Document clustering is the task of arranging a set of 
documents into clusters so that intra cluster documents are 
similar to each other than inter cluster documents. There are 
two common clustering algorithms. 1) Partitioning algorithms 
in which clusters are computed directly. Clustering is done by 
iteratively swapping objects or groups of objects between the 
clusters. 2) The hierarchical based algorithms in which a 
hierarchy of clusters is build. Every cluster is subdivided into 
child clusters, which form a partition of their parent cluster. 
Different clustering algorithms produce different results with 
different features. Hierarchical algorithms are slower than 
partitioning algorithms but they give better accuracy. 
Therefore, a clustering algorithm should be chosen based on 
the applications, as the desirable features are application 
dependent. 

The author of [1] has compared kmeans algorithm with his 
proposed algorithm and proved that his algorithm is much 
better than k means because it shows better results on large 
number of documents and also resolved zero clustering issue. 

The author of [2] has proposed a novel k - nearest 
neighbor algorithm As the name suggests the method is 
dependent on the parameter ‘k’ which can drastically change 
the output as we vary its values. When the training set 
contains classes of unequal sizes, the test data is likely to get 
classified to a class which has more samples than the actual 
class it belongs to, if that actual class has less number of 
samples. The parameter k in this method depends on the size 
of the smallest class sample.

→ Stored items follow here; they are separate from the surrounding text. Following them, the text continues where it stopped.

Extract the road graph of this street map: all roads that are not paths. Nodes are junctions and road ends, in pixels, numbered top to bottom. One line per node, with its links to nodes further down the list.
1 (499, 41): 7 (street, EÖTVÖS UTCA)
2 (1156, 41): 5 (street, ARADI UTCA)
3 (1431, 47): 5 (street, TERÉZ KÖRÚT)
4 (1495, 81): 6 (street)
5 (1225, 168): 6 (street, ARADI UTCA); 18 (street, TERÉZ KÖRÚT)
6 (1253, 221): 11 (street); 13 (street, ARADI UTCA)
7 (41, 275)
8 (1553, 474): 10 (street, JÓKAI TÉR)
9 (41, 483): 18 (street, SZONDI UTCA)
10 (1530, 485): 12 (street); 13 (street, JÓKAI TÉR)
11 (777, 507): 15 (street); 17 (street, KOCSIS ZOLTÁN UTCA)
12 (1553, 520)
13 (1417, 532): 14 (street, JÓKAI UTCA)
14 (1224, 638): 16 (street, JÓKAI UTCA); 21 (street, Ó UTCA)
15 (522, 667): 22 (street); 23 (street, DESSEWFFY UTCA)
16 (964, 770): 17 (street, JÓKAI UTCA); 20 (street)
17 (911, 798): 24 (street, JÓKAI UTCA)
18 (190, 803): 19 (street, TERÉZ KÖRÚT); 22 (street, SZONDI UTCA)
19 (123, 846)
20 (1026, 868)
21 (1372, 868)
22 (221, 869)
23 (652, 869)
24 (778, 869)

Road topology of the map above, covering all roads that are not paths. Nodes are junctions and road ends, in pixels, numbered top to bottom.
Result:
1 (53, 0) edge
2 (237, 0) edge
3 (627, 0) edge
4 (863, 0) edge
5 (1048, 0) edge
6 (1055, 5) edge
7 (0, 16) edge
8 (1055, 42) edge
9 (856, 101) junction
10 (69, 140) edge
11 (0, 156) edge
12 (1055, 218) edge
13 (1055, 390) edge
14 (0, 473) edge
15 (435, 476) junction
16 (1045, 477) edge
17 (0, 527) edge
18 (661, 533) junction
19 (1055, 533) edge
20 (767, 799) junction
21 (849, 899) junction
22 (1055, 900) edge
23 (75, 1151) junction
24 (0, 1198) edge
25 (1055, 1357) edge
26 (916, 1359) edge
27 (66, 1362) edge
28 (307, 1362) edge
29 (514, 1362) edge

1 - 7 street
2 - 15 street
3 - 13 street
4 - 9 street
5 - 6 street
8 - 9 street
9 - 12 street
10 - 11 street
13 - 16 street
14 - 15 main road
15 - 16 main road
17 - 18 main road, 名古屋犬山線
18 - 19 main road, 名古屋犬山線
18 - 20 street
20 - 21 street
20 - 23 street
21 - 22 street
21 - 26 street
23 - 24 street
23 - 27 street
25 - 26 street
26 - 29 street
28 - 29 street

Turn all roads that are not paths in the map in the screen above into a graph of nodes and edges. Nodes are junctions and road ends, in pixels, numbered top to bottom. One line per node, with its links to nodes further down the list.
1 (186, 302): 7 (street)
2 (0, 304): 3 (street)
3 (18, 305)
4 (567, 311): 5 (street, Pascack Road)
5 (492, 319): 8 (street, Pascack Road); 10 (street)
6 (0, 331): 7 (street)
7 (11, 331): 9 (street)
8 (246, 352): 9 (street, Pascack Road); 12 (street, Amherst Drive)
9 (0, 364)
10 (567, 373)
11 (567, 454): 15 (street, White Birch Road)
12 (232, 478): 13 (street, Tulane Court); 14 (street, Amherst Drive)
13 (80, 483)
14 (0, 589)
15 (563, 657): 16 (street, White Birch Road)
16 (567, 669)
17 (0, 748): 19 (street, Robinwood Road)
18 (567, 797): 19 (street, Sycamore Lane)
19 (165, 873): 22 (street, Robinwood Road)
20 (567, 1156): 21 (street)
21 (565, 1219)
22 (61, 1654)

The proposed algorithm tries to 
take care of this limitation by first considering the size of the 
smallest class and then selecting the k nearest neighbors. 

The author of [3] has used term frequency -inverse 
document frequency weighting scheme. Here weighting 
scheme plays very important role as it helps in removing 
number of words which are less important leading to the 
dimensionality reduction. 

According to the author of [4], the disadvantage in k-means 
algorithm is that, the accuracy and efficiency is varied with 
the choice of initial clustering centers on choosing it 
randomly. So in his paper, less similarity based clustering 
method is proposed for finding the better initial centroids and 
to provide an efficient way of assigning the data points to 
suitable clusters with reduced time complexity. 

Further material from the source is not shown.